**Listed entries**

◇ ◇ ◇ ◇ ◇ ◇ ◇

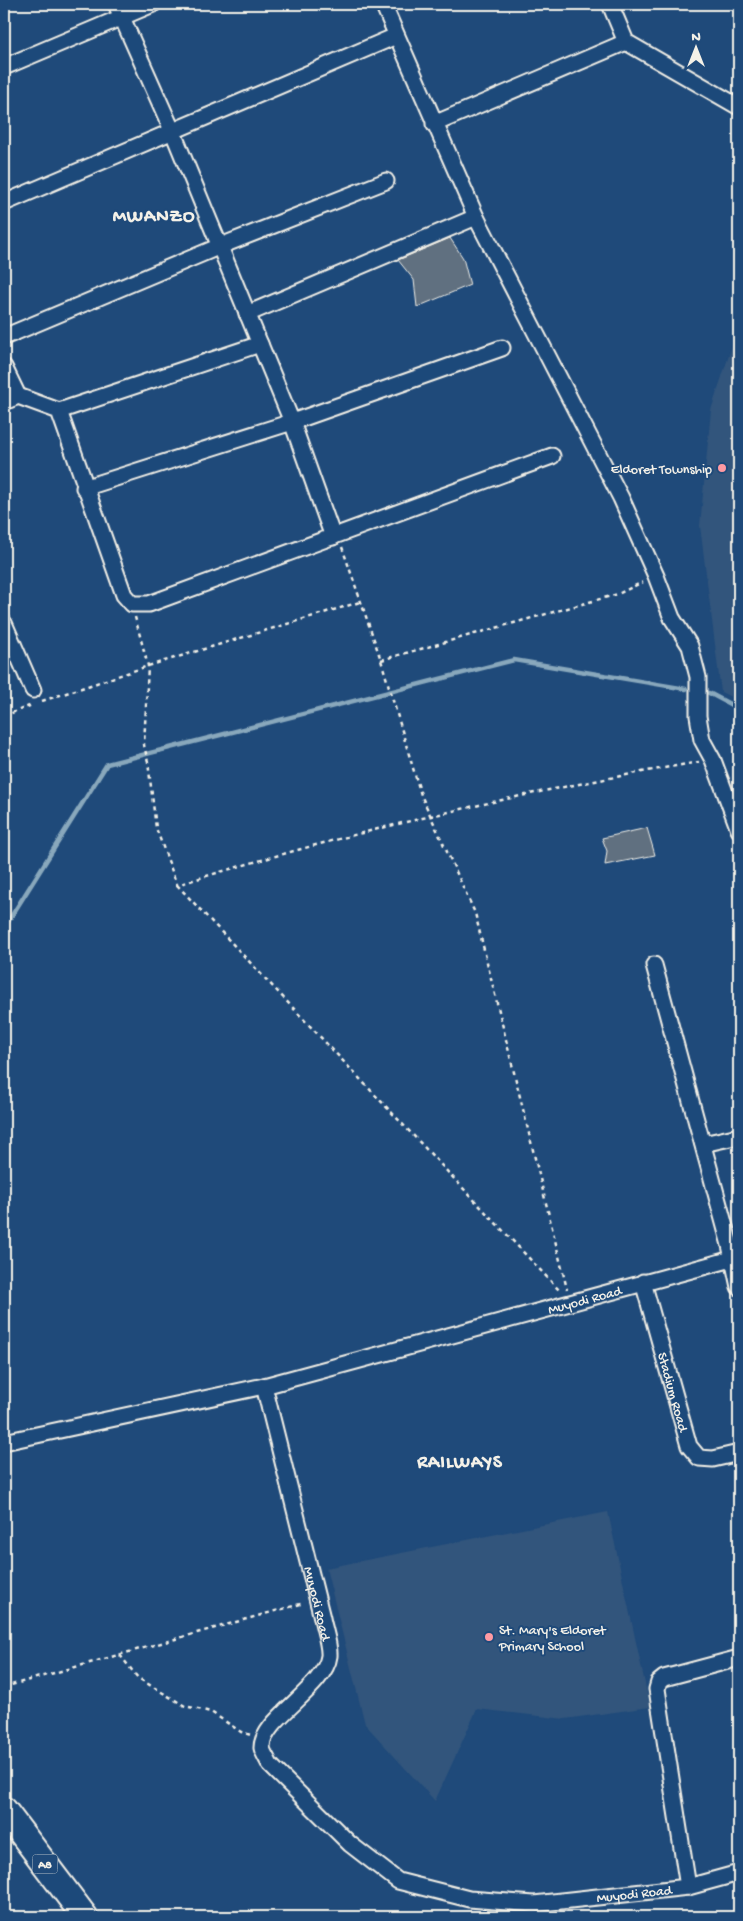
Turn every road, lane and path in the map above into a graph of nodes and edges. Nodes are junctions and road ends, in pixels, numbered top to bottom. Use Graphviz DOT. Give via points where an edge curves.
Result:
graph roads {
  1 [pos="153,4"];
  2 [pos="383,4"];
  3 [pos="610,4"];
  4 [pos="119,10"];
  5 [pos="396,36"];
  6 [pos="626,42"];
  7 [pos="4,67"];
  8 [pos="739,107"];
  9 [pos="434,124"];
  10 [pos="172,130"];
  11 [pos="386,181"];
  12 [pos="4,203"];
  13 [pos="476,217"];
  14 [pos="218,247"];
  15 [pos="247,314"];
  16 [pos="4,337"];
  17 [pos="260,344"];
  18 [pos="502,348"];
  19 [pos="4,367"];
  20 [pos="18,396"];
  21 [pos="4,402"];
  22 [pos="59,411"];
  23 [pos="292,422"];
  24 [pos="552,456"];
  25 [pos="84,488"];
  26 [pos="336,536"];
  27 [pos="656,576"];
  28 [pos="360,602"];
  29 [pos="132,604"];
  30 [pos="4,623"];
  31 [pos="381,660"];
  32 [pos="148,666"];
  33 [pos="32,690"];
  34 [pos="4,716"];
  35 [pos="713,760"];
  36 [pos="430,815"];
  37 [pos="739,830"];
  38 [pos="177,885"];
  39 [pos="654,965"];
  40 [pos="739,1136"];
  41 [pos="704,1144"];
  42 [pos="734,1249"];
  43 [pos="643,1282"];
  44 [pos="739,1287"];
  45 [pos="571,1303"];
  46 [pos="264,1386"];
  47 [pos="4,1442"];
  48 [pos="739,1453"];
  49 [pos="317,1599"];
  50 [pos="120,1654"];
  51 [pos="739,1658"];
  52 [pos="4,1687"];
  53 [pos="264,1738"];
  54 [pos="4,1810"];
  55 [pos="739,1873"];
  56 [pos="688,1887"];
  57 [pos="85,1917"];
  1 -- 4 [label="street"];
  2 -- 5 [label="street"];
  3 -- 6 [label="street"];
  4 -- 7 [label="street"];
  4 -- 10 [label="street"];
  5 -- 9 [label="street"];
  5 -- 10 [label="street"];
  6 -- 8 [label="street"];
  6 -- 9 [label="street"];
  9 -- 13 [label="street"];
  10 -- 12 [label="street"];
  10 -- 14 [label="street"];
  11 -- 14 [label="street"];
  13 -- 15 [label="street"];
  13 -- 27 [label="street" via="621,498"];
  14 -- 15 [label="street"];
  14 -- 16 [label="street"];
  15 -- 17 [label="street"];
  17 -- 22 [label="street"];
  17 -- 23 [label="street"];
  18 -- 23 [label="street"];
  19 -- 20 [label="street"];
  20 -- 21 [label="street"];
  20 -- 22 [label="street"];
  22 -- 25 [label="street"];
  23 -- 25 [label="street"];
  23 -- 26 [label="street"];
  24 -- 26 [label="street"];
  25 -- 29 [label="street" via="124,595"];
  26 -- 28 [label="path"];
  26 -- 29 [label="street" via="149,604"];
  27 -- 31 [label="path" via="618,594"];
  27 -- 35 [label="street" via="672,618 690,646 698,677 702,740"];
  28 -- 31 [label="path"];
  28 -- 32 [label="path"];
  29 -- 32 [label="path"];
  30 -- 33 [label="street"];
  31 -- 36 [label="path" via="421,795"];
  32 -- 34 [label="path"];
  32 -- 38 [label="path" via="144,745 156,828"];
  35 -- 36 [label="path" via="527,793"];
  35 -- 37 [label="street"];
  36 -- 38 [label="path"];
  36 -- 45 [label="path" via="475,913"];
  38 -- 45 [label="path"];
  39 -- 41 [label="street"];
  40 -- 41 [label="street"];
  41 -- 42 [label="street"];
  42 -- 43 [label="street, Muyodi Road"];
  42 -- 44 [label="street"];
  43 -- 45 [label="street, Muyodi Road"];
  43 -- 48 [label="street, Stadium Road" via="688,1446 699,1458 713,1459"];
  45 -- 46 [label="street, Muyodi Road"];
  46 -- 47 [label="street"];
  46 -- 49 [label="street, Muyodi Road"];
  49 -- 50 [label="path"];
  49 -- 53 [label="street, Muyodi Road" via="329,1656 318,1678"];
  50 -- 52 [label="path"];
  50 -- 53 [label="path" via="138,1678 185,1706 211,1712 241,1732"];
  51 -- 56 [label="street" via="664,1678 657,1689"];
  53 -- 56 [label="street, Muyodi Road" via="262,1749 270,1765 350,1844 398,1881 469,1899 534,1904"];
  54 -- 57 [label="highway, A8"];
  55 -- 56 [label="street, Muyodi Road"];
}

◇ ◇ ◇ ◇ ◇ ◇ ◇

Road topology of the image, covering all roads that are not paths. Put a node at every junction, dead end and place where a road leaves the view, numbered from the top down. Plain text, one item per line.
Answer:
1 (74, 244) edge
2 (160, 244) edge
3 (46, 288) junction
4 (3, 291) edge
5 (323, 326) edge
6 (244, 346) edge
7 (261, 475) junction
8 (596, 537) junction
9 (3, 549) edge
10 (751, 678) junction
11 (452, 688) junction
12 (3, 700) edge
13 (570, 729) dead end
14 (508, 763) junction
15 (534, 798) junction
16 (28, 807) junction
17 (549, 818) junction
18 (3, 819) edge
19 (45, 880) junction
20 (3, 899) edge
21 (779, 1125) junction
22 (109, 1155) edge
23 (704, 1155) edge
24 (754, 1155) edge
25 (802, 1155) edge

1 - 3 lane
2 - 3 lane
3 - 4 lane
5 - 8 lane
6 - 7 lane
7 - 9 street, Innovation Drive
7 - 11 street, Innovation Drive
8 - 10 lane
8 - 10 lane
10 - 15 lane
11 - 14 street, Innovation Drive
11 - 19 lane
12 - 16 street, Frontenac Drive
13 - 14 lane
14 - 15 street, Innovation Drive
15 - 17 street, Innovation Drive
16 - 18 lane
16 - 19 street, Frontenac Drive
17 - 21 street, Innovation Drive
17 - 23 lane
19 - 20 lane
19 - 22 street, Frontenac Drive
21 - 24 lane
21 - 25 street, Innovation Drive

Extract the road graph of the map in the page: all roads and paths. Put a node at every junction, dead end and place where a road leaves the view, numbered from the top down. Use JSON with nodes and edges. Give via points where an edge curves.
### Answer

◇ ◇ ◇ ◇ ◇ ◇ ◇

**Task objective**
Where in the listing does the string "Give" appear? Copy every line that has it.

**Answer to this problem**
Turn every road, lane and path in the map above into a graph of nodes and edges. Nodes are junctions and road ends, in pixels, numbered top to bottom. Use Graphviz DOT. Give via points where an edge curves.
Extract the road graph of the map in the page: all roads and paths. Put a node at every junction, dead end and place where a road leaves the view, numbered from the top down. Use JSON with nodes and edges. Give via points where an edge curves.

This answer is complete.